Skip every picture while you write out the records below, from the first line through the one that contains "1px #5d4537) drop-shadow(0", both ends kept.

Start of Provided information

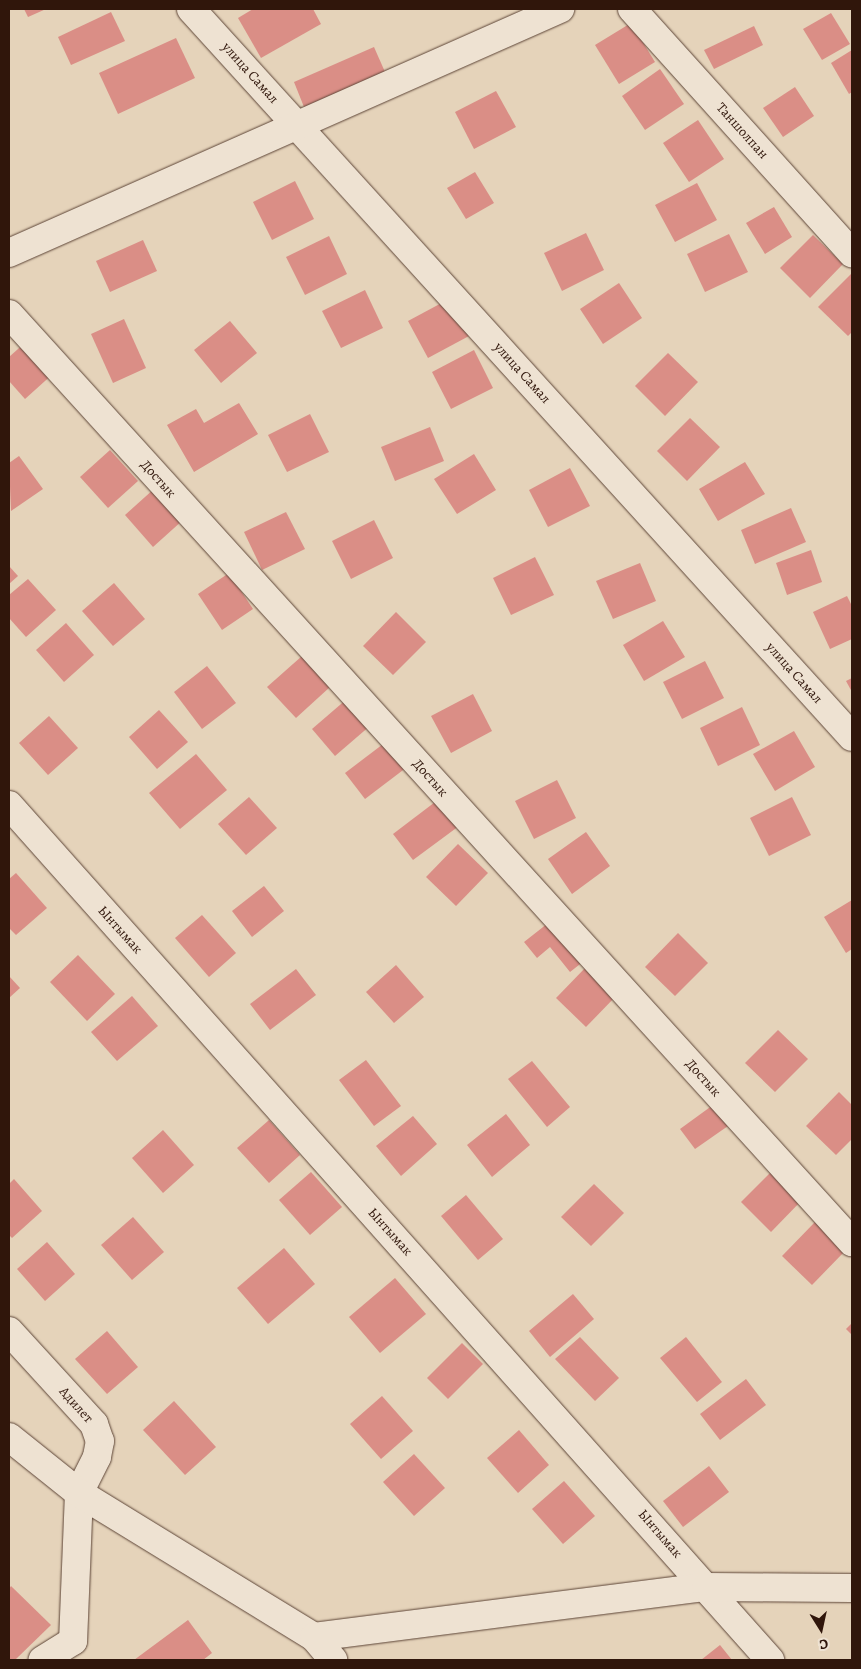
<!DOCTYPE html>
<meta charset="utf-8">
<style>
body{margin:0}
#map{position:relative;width:861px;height:1669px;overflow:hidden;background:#e5d3ba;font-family:Alegreya,serif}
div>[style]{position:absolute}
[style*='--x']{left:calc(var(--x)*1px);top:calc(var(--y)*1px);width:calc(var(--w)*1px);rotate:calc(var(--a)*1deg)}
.building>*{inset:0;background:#da8e86}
.roads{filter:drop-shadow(0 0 1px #5d4537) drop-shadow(0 0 1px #5d4537)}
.minor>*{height:28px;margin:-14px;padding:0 14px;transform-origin:14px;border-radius:14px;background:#eee2d2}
span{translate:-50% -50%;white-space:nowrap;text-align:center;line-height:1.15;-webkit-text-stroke:4px #eee2d2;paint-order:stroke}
.street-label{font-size:14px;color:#30160b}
.frame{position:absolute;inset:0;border:10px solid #30160b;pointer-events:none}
.north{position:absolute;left:796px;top:1604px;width:50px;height:50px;-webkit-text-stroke:4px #eee2d2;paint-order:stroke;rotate:170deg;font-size:14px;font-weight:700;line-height:20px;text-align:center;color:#30160b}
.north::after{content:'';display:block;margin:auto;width:18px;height:22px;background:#30160b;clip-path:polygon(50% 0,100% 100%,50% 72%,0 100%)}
</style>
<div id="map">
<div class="building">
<div style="clip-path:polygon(24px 9px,46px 9px,28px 17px)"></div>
<div style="clip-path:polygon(253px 9px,313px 9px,321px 24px,261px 58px,238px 18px)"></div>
<div style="clip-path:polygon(111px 12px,125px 41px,71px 65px,58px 37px)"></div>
<div style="clip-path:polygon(831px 13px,850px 44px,822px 60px,803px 29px)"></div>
<div style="clip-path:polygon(631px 23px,655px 62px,619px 84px,595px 45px)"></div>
<div style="clip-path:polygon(754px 26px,763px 45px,714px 69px,704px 50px)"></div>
<div style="clip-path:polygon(176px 38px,195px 78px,118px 114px,99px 73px)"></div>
<div style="clip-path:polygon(374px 47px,385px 72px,304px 107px,294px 82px)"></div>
<div style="clip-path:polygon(852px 50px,852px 92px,849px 94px,831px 63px)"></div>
<div style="clip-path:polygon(660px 69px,684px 104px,645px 130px,622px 96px)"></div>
<div style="clip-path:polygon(795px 87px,814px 116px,783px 137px,763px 108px)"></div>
<div style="clip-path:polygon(496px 91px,516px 127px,474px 149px,455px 112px)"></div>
<div style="clip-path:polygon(698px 120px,724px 159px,689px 182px,663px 143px)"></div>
<div style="clip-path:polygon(475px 172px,494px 203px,466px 219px,447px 188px)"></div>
<div style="clip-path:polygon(295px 181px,314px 219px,272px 240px,253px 202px)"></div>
<div style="clip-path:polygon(697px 183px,717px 220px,675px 242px,655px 205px)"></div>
<div style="clip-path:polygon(774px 207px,792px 237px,765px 254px,746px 223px)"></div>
<div style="clip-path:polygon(586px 233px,604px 270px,562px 291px,544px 253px)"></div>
<div style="clip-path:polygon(729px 234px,748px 272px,705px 292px,687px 254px)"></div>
<div style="clip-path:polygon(813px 235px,843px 264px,810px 298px,780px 268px)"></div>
<div style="clip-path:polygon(329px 236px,347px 274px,305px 295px,286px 257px)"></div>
<div style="clip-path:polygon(143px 240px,157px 271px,110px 292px,96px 261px)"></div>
<div style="clip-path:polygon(851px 274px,852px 332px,848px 336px,818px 307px)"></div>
<div style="clip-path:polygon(619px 283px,642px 318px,603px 344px,580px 309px)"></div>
<div style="clip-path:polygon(365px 290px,383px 328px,341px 348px,322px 311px)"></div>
<div style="clip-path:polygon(449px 299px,469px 336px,428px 358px,408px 321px)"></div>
<div style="clip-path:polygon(124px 319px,146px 368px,113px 383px,91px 334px)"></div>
<div style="clip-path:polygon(230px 321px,257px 353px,221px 383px,194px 350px)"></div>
<div style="clip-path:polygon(27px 341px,55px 372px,25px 399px,9px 381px,9px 357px)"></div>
<div style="clip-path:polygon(474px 350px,493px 388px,451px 409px,432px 372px)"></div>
<div style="clip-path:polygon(668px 353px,698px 382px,665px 416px,635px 386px)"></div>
<div style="clip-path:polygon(239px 403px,258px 434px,194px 472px,167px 425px,196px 409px,204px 423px)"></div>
<div style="clip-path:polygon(310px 414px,329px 452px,287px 472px,268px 435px)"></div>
<div style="clip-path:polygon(690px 418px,720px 447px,687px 481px,657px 451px)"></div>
<div style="clip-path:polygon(430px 427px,444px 461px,395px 481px,381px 447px)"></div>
<div style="clip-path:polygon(110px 450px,138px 481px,108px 508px,80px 477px)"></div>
<div style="clip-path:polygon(474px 454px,496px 490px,457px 514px,434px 479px)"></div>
<div style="clip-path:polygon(19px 456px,43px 489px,11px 511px,9px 463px)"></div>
<div style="clip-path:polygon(745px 462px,765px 494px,718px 521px,699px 489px)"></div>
<div style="clip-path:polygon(570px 468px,590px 506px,548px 527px,529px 490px)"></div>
<div style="clip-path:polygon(155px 488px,183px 520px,153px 547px,125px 515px)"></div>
<div style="clip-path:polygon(791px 508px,806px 542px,755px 564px,741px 530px)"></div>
<div style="clip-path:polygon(286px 512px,305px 549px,262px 570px,244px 532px)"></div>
<div style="clip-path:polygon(374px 520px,393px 558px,351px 579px,332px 541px)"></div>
<div style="clip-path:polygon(811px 550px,822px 582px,787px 595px,776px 563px)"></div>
<div style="clip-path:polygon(535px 557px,554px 595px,511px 615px,493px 578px)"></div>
<div style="clip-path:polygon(640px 563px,656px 601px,613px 619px,596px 581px)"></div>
<div style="clip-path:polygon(9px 566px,18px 576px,9px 584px)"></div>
<div style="clip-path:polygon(229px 573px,253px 609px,222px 630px,198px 594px)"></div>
<div style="clip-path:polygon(28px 579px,56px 610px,26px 637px,9px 618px,9px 595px)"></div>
<div style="clip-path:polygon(114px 583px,145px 619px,113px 646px,82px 611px)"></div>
<div style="clip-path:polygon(847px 596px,852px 606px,852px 639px,830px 649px,813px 612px)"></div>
<div style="clip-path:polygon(396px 612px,426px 642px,393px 675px,363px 646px)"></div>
<div style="clip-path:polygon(663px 621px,685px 657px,644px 681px,623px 645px)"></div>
<div style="clip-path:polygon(66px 623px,94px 655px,64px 682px,36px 650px)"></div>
<div style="clip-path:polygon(302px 656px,330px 687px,296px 718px,267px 687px)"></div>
<div style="clip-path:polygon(705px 661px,724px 698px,682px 719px,663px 682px)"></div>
<div style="clip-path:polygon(207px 666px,236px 703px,202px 729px,174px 692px)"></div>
<div style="clip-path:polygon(852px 678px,852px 692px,846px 681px)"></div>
<div style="clip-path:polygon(473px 694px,492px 731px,451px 753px,431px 716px)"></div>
<div style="clip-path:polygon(348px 698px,371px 725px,335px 756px,312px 729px)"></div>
<div style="clip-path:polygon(742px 707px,760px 745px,718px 766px,700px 728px)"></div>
<div style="clip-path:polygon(159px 710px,188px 742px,157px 769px,129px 737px)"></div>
<div style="clip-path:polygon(49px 716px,78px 748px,48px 775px,19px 743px)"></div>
<div style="clip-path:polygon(794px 731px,815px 767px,775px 791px,753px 754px)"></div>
<div style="clip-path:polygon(391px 738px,411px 764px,365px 799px,345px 773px)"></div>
<div style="clip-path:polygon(196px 754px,227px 790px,180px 829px,149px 793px)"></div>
<div style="clip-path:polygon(557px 780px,576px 818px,534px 839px,515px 801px)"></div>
<div style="clip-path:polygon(249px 797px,277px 828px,246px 855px,218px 824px)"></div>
<div style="clip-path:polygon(792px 797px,811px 835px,769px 856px,750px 818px)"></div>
<div style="clip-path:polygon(439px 799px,459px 826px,413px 860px,393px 834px)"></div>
<div style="clip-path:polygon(586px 832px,610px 866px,572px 894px,548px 859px)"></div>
<div style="clip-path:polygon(458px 844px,488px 873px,456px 906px,426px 877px)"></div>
<div style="clip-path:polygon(16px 873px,47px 908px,16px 935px,9px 928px,9px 879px)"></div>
<div style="clip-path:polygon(264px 886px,284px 911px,252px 937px,232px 911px)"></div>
<div style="clip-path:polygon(852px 900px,852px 949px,846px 953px,824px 917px)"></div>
<div style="clip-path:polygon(202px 915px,236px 953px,209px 977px,175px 938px)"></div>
<div style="clip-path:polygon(552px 920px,584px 961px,570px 972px,550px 947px,537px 958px,524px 942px)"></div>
<div style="clip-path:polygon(678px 933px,708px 963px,675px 996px,645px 967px)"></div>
<div style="clip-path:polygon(78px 955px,115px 994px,87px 1021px,50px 982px)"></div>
<div style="clip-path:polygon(396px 965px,424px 997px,394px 1023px,366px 992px)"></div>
<div style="clip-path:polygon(588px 965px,618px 994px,586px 1027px,556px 998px)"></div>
<div style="clip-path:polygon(296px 969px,316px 995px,270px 1030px,250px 1004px)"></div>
<div style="clip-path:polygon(9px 976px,20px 988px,9px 998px)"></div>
<div style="clip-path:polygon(132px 996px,158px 1026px,117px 1061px,91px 1032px)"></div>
<div style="clip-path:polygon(778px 1030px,808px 1059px,775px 1092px,745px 1063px)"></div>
<div style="clip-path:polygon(366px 1060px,401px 1106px,374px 1126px,339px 1080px)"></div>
<div style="clip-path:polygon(532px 1061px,570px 1107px,547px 1127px,508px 1079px)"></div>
<div style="clip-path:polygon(839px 1092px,852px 1105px,852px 1139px,836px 1155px,806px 1126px)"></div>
<div style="clip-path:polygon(713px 1105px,728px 1126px,695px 1149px,680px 1129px)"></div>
<div style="clip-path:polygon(506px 1114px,530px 1145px,492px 1177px,467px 1145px)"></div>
<div style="clip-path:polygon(413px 1116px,437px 1144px,401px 1176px,376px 1146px)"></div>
<div style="clip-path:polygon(269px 1120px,300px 1155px,269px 1183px,237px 1148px)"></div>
<div style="clip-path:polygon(163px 1130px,194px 1165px,163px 1193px,132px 1158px)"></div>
<div style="clip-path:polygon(774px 1169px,804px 1198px,771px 1232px,741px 1202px)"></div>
<div style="clip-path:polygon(311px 1172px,342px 1207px,310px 1235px,279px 1200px)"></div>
<div style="clip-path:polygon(14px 1179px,42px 1211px,12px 1238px,9px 1235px,9px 1184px)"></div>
<div style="clip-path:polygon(594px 1184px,624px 1213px,591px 1246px,561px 1217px)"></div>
<div style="clip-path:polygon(466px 1195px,503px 1239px,478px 1260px,441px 1216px)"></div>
<div style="clip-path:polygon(133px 1217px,164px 1252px,132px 1280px,101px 1245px)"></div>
<div style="clip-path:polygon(815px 1222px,845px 1251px,812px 1285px,782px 1256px)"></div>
<div style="clip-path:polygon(47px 1242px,75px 1274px,45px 1301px,17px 1269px)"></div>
<div style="clip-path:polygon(284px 1248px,315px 1284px,268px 1324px,237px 1288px)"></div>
<div style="clip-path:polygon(395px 1278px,426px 1314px,380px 1353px,349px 1317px)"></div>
<div style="clip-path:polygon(573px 1294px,594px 1319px,550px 1357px,529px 1331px)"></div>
<div style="clip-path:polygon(852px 1323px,852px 1335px,846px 1329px)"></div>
<div style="clip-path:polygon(107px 1331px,138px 1367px,107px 1394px,75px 1359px)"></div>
<div style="clip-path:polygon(580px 1337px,619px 1378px,595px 1401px,555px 1359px)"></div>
<div style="clip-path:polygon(686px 1337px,722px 1382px,697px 1402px,660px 1358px)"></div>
<div style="clip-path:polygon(462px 1343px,483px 1364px,448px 1399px,427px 1378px)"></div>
<div style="clip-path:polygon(746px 1379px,766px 1405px,720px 1440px,700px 1414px)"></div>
<div style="clip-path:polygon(382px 1396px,413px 1431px,381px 1459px,350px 1424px)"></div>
<div style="clip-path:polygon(174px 1401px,216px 1447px,185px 1475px,143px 1430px)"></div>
<div style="clip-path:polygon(519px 1430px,549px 1465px,518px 1493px,487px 1458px)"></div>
<div style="clip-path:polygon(414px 1454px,445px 1488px,414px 1516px,383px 1482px)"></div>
<div style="clip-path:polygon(709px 1466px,729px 1492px,683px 1527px,663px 1501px)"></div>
<div style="clip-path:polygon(564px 1481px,595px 1516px,563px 1544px,532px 1509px)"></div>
<div style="clip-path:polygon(11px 1586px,51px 1625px,15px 1660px,9px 1660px,9px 1589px)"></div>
<div style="clip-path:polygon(188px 1620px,212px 1653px,203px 1660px,134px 1660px)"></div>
<div style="clip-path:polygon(720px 1645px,732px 1660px,701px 1660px)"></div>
</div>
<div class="roads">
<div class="minor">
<div style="--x:191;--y:9;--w:983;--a:47.76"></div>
<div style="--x:632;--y:9;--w:329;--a:48"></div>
<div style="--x:9;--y:253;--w:603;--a:-23.89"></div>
<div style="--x:9;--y:314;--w:1254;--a:47.75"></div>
<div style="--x:9;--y:805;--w:1145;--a:48.33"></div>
<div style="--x:9;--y:1331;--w:126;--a:47.6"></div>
<div style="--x:94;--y:1424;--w:18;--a:71"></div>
<div style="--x:100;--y:1441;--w:16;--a:101"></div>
<div style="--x:97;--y:1457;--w:40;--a:116.6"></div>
<div style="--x:79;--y:1493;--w:148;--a:92.3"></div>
<div style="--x:73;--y:1641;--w:36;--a:148"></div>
<div style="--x:9;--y:1437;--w:90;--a:38.7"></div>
<div style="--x:79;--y:1493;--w:276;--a:31.5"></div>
<div style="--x:314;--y:1637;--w:395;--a:-7.3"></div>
<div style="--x:706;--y:1587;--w:146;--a:0.4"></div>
<div style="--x:314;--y:1637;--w:30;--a:50"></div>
</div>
</div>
<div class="street-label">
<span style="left:250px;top:73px;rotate:48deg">улица Самал</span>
<span style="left:742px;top:131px;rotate:48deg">Таншолпан</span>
<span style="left:522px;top:373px;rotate:48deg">улица Самал</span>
<span style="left:158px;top:479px;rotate:48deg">Достык</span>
<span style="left:794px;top:673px;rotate:48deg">улица Самал</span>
<span style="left:430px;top:778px;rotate:48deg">Достык</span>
<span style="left:120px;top:930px;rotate:48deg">Ынтымак</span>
<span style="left:703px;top:1078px;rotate:48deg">Достык</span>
<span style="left:390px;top:1232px;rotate:48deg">Ынтымак</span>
<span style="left:76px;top:1405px;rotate:48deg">Адилет</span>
<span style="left:660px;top:1534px;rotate:49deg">Ынтымак</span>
</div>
<div class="frame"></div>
<div class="north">С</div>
</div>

End of Provided information

**Written reply**
<!DOCTYPE html>
<meta charset="utf-8">
<style>
body{margin:0}
#map{position:relative;width:861px;height:1669px;overflow:hidden;background:#e5d3ba;font-family:Alegreya,serif}
div>[style]{position:absolute}
[style*='--x']{left:calc(var(--x)*1px);top:calc(var(--y)*1px);width:calc(var(--w)*1px);rotate:calc(var(--a)*1deg)}
.building>*{inset:0;background:#da8e86}
.roads{filter:drop-shadow(0 0 1px #5d4537) drop-shadow(0 0 1px #5d4537)}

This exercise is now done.